Description of the task >> Write each entry again exactly as shown, but without the images it holds.

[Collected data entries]
○ ○ ○

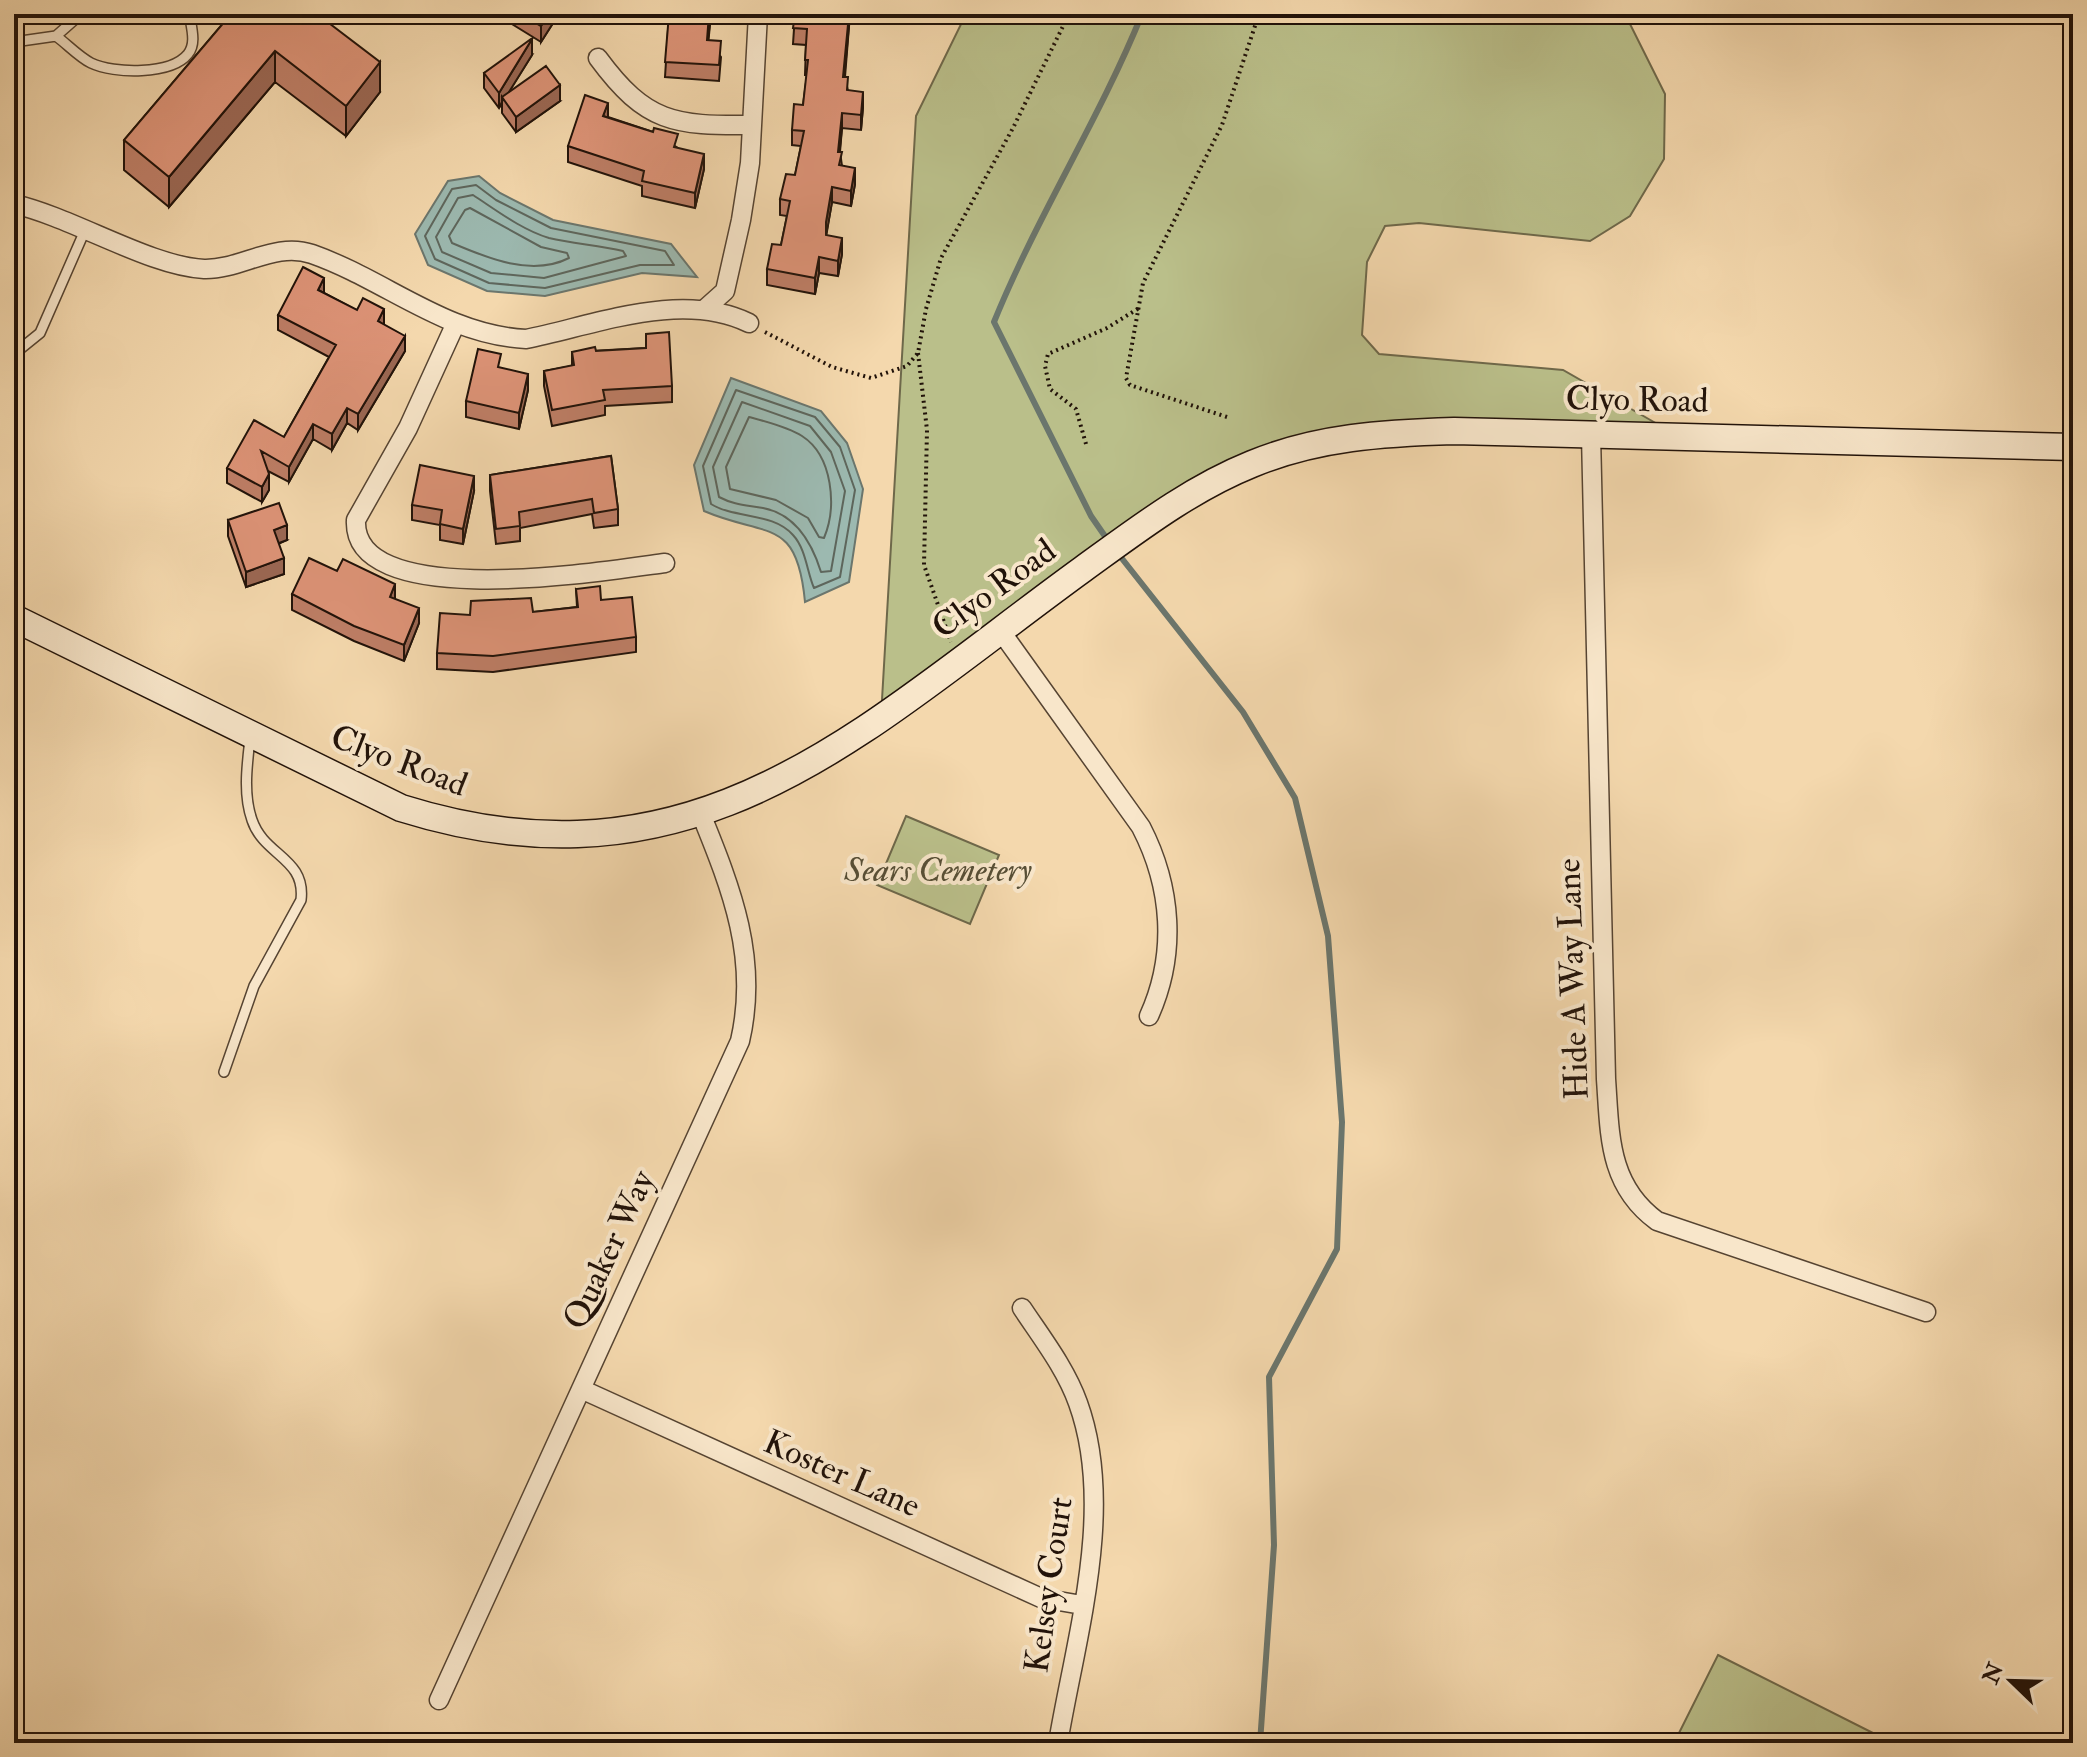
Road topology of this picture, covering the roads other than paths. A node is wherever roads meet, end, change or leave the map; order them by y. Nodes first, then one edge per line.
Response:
1 (81, 14) edge
2 (184, 14) edge
3 (758, 14) edge
4 (56, 36) junction
5 (14, 42) edge
6 (598, 58) dead end
7 (752, 125) junction
8 (14, 204) edge
9 (86, 228) junction
10 (706, 308) junction
11 (749, 323) road end
12 (455, 325) junction
13 (14, 354) edge
14 (1591, 435) junction
15 (2073, 447) edge
16 (665, 563) dead end
17 (14, 618) edge
18 (1000, 630) junction
19 (250, 736) junction
20 (701, 814) junction
21 (1149, 1016) dead end
22 (224, 1072) dead end
23 (1022, 1308) dead end
24 (1926, 1312) dead end
25 (581, 1389) junction
26 (1082, 1605) junction
27 (439, 1700) dead end
28 (1058, 1743) edge

1 - 4 lane
2 - 4 lane
3 - 7 street
4 - 5 lane
6 - 7 street
7 - 10 street
8 - 9 street
9 - 12 street
9 - 13 lane
10 - 11 street
10 - 12 street
12 - 16 street
14 - 15 street, Clyo Road
14 - 18 street, Clyo Road
14 - 24 street, Hide A Way Lane
17 - 19 street, Clyo Road
18 - 20 street, Clyo Road
18 - 21 street
19 - 20 street, Clyo Road
19 - 22 lane
20 - 25 street, Quaker Way
23 - 26 street, Kelsey Court
25 - 26 street, Koster Lane
25 - 27 street, Quaker Way
26 - 28 street, Kelsey Court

○ ○ ○

Exercise response >>
Road topology of this picture, covering the roads other than paths. A node is wherever roads meet, end, change or leave the map; order them by y. Nodes first, then one edge per line.
Response:
1 (81, 14) edge
2 (184, 14) edge
3 (758, 14) edge
4 (56, 36) junction
5 (14, 42) edge
6 (598, 58) dead end
7 (752, 125) junction
8 (14, 204) edge
9 (86, 228) junction
10 (706, 308) junction
11 (749, 323) road end
12 (455, 325) junction
13 (14, 354) edge
14 (1591, 435) junction
15 (2073, 447) edge
16 (665, 563) dead end
17 (14, 618) edge
18 (1000, 630) junction
19 (250, 736) junction
20 (701, 814) junction
21 (1149, 1016) dead end
22 (224, 1072) dead end
23 (1022, 1308) dead end
24 (1926, 1312) dead end
25 (581, 1389) junction
26 (1082, 1605) junction
27 (439, 1700) dead end
28 (1058, 1743) edge

1 - 4 lane
2 - 4 lane
3 - 7 street
4 - 5 lane
6 - 7 street
7 - 10 street
8 - 9 street
9 - 12 street
9 - 13 lane
10 - 11 street
10 - 12 street
12 - 16 street
14 - 15 street, Clyo Road
14 - 18 street, Clyo Road
14 - 24 street, Hide A Way Lane
17 - 19 street, Clyo Road
18 - 20 street, Clyo Road
18 - 21 street
19 - 20 street, Clyo Road
19 - 22 lane
20 - 25 street, Quaker Way
23 - 26 street, Kelsey Court
25 - 26 street, Koster Lane
25 - 27 street, Quaker Way
26 - 28 street, Kelsey Court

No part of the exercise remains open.